Where do we get turpentine from?
Um...the hardware store? Nice try, smartass. Did you know the real answer is pine trees? 'Cause I sure didn't.

When is Labor Day?
I will never, ever remember this. I will be on my death bed and my dying words will be, "Wait, when is Labor Day again?" I've been trying to lock this one into memory for 22 years, and it never works. It's the first Monday in September. See, I forgot already.

How far is it from New York to Chicago
Too far to walk? A million billion miles? I would guess 1000 miles, because it's nice and even. The correct answer is 719 miles. I should've guessed 1 mile. Then I'd be closest without going over. Unless some jerk guessed 2 miles. I hate when they do that....

Who wrote "Paradise Lost?"
I only know it's Milton because this was asked in a video shown in class. Most Americans would never get this, and they'd probably attack you for insulting their intelligence.

Who invented the airplane?
You said, "The Wright Brothers," didn't you? Wrong. But I'm sure that's the answer they're looking for. The real answer (debatably) is Clement Ader, who successfully flew 13 years before the Wrights in 1890. But he was Freedom, so nobody cared. And if you answered Clement Ader to the physician, they'd probably think you're crazy. It doesn't even sounds like a real name.

Who discovered the South Pole?
What the hell? I'll go ahead and guess Sualc Atnas, which is just Santa Claus spelled backwards. The correct answer is Roald Amundsen, from Norway. Another fake sounding name and another wrong answer.

The rest are pretty easy (how many items are in a dozen), but these are no good. They probably exist just to see how you respond to difficult questions. If you start crying or stab the interviewer, you probably have an underlying condition.

Vocabulary
Testing to see if you know the definitions of words.

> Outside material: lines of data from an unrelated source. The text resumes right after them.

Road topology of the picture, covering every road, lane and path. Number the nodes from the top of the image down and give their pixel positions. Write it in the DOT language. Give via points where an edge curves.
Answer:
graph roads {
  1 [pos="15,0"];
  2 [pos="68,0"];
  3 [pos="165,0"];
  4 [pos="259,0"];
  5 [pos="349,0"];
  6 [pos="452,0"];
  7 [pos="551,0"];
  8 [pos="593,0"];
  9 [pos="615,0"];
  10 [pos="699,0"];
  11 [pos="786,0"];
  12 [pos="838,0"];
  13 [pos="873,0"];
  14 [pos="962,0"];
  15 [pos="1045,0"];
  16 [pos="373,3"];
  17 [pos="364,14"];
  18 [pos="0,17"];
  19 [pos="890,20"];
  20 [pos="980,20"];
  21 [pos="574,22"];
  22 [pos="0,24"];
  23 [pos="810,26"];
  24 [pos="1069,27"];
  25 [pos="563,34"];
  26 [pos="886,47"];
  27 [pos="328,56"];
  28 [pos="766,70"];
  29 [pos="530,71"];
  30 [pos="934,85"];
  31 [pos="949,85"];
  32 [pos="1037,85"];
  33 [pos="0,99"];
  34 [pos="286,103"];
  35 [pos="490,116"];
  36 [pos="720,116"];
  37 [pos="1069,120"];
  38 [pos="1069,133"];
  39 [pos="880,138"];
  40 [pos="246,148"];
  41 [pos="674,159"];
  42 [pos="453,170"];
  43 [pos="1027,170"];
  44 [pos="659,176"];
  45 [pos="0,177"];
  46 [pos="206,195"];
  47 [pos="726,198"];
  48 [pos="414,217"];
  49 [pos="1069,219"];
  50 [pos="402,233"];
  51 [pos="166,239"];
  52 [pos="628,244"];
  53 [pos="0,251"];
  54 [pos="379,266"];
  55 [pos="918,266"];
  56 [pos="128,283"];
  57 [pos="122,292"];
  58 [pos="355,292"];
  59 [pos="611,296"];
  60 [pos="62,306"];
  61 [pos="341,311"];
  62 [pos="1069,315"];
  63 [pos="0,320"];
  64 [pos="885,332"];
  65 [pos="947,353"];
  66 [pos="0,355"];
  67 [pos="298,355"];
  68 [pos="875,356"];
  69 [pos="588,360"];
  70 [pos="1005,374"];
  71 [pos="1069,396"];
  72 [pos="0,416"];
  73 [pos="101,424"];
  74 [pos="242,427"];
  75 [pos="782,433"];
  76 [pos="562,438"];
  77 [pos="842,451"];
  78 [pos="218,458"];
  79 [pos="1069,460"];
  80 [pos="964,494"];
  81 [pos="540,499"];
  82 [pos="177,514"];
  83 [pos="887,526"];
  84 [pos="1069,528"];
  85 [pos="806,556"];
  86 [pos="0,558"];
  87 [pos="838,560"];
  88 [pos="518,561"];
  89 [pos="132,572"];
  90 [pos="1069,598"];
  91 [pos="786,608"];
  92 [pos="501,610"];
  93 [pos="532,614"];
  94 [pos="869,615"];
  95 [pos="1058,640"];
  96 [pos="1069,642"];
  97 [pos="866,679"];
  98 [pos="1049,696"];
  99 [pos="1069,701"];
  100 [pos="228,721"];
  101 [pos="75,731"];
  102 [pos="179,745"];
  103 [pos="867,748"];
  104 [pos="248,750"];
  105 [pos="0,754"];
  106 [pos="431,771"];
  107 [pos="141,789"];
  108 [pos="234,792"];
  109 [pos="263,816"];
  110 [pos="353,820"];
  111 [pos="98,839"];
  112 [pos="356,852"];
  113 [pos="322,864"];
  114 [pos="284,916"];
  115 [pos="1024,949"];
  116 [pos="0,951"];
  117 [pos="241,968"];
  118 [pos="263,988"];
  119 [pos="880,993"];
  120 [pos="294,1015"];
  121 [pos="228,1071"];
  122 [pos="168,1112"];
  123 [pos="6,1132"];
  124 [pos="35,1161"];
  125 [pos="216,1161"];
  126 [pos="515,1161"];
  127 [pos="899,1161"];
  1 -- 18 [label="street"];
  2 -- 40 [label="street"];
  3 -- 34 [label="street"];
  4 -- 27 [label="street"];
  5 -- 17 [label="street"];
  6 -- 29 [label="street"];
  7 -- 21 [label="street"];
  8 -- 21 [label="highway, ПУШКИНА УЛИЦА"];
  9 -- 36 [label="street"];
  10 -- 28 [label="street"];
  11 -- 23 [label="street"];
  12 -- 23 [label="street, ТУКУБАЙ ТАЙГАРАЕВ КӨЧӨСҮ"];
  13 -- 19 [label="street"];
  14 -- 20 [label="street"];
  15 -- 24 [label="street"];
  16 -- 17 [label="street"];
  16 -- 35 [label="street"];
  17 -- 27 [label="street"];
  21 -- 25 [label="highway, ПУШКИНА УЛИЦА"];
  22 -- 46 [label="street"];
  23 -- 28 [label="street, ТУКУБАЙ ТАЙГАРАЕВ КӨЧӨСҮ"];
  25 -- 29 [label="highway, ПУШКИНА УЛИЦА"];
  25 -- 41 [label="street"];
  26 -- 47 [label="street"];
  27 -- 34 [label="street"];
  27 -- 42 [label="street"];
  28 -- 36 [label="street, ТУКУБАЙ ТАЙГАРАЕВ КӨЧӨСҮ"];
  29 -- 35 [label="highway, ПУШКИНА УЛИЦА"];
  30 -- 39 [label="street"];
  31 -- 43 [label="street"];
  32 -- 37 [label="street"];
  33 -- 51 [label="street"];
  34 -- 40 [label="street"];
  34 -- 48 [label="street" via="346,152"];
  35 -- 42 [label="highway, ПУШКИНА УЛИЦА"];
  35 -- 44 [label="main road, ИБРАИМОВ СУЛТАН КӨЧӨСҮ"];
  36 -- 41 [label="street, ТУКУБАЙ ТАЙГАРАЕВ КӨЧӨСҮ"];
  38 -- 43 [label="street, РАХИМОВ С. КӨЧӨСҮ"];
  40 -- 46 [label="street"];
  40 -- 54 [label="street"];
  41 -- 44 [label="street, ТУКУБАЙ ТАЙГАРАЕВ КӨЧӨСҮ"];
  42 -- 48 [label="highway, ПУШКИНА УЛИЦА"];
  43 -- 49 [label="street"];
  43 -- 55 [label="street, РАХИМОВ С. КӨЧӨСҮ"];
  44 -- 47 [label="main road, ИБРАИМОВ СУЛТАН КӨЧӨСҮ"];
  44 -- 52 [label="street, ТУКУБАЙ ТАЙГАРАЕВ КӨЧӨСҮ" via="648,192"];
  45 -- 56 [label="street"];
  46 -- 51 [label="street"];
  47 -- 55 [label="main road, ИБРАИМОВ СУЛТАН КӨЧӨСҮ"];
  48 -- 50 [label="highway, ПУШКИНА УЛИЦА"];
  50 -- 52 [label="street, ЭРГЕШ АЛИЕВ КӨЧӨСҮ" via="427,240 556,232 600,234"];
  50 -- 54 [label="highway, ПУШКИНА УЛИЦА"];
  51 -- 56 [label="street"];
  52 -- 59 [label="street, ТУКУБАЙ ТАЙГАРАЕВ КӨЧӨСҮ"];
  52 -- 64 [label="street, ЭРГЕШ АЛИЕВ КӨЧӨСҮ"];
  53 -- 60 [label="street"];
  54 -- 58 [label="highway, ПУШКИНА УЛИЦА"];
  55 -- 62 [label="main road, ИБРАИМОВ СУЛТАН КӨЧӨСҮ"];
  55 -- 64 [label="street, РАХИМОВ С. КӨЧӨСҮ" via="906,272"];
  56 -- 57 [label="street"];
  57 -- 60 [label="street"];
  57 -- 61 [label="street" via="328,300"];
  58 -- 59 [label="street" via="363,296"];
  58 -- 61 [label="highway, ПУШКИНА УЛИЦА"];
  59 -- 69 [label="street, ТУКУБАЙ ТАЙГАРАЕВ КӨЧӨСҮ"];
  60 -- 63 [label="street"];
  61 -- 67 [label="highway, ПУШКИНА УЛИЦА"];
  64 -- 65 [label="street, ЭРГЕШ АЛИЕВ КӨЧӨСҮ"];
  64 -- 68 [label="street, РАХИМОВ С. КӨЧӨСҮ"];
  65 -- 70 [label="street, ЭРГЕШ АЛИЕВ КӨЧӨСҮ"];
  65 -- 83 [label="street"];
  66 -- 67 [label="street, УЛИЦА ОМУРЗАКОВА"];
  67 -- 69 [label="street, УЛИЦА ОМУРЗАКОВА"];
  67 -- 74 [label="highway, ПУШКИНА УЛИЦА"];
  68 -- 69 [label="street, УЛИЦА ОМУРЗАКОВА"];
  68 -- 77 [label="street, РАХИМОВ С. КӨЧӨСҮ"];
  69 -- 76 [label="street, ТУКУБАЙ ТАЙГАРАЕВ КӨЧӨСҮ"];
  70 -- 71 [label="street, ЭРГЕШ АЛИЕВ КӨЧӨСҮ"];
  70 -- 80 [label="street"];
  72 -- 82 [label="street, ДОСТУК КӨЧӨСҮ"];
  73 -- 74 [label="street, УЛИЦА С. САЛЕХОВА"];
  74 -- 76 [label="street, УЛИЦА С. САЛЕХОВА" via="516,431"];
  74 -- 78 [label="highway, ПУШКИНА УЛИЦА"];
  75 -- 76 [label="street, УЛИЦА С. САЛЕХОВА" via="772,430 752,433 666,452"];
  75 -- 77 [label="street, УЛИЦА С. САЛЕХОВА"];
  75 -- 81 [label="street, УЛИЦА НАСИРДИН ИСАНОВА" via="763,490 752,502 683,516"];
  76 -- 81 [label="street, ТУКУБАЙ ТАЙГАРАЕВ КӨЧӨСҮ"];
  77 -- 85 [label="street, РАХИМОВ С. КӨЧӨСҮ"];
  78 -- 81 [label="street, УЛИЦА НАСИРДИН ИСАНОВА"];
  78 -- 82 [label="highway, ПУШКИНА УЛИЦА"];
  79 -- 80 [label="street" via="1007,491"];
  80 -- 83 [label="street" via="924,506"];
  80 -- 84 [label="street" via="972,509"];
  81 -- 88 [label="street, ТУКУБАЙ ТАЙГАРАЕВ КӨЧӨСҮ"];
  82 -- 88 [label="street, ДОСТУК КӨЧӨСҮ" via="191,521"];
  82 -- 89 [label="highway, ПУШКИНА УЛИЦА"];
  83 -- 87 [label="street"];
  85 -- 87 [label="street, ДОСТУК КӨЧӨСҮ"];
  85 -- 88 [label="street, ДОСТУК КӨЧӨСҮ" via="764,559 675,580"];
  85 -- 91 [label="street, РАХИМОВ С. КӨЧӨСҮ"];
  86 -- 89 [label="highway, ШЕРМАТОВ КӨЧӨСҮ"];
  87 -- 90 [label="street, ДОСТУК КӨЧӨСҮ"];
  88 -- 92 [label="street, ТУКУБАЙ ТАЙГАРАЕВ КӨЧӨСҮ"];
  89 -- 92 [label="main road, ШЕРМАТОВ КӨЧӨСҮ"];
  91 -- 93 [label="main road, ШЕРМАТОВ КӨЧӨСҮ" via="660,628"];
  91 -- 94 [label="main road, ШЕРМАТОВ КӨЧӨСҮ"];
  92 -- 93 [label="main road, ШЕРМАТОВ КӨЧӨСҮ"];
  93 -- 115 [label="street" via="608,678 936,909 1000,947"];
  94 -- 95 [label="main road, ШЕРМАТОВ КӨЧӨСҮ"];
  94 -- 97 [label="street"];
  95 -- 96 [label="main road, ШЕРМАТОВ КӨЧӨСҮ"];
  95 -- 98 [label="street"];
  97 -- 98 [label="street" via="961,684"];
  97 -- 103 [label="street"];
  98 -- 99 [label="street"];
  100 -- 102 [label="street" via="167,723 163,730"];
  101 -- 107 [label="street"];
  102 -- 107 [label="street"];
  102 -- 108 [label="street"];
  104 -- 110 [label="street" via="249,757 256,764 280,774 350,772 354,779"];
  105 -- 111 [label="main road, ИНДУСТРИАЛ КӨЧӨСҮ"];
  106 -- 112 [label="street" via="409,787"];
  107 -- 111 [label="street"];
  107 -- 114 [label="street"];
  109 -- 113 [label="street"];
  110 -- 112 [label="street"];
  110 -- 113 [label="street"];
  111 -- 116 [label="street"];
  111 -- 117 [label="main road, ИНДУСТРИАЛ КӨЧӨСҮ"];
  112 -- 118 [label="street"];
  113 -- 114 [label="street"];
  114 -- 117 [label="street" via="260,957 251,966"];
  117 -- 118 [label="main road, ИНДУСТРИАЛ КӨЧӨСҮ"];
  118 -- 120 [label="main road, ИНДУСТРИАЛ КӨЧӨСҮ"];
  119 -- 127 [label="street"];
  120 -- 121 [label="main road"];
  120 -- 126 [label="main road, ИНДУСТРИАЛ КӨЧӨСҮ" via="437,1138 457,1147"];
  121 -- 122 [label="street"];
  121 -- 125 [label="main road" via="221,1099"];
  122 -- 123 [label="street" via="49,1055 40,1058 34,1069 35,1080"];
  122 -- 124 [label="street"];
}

Again most are easy, but look at these:

chattel - I knew this one because I'm weird, but I imagine most people probably wouldn't
dilatory - yep. that's a good word.
flout - I actually got this one wrong playing Cranium
amanuensis - you know what? go to hell.

Abstract Thinking
This portion of the exam tests your ability to interpret proverbs. Proverbs such as "don't count your chickens before they're hatched." Most of them I've heard of, but some just boggled my mind.

As the twig is bent, so is the tree inclined.
Really? Good to know. Is it a critique on the flaws of one person being reflected on society as a whole? A commentary on many mistakes adding up? A cruel joke by a botanist?

The tongue is the enemy of the neck.
Never heard this one. And it took me forever to even form a hypothesis for the meaning. After a full class of noodle-scratching and chin-stroking, I devised one. The tongue represents speach and the neck is in reference to beheading people, which is a representative of trouble in general. So running your mouth off gets you in trouble. But it took* me quite a while to figure that out, much longer than any doctor would allow. especially if you're on an HMO. They'd probably say the proverb, then say "did you understand that? Yes or no only, please."

Penguins trampling radios never sell baguettes on Labor Day.
Oh, come on! That doesn't even make sense! And I already told you I don't know about Labor Day!



There's some other questionable material, but I don't care to write about it. So I'd do pretty well on a mental status exam, but not as well as I would hope. I think I'd be considered psychotic and slightly demented. That makes two medical examinations I'd fail: physical and mental. And I'm not looking too good on the spiritual front either. But we haven't had that exam yet, so I've still got time to study...

*EDITOR'S NOTE: the first time I wrote "it took," it came out "tit ook." Just thought I'd share.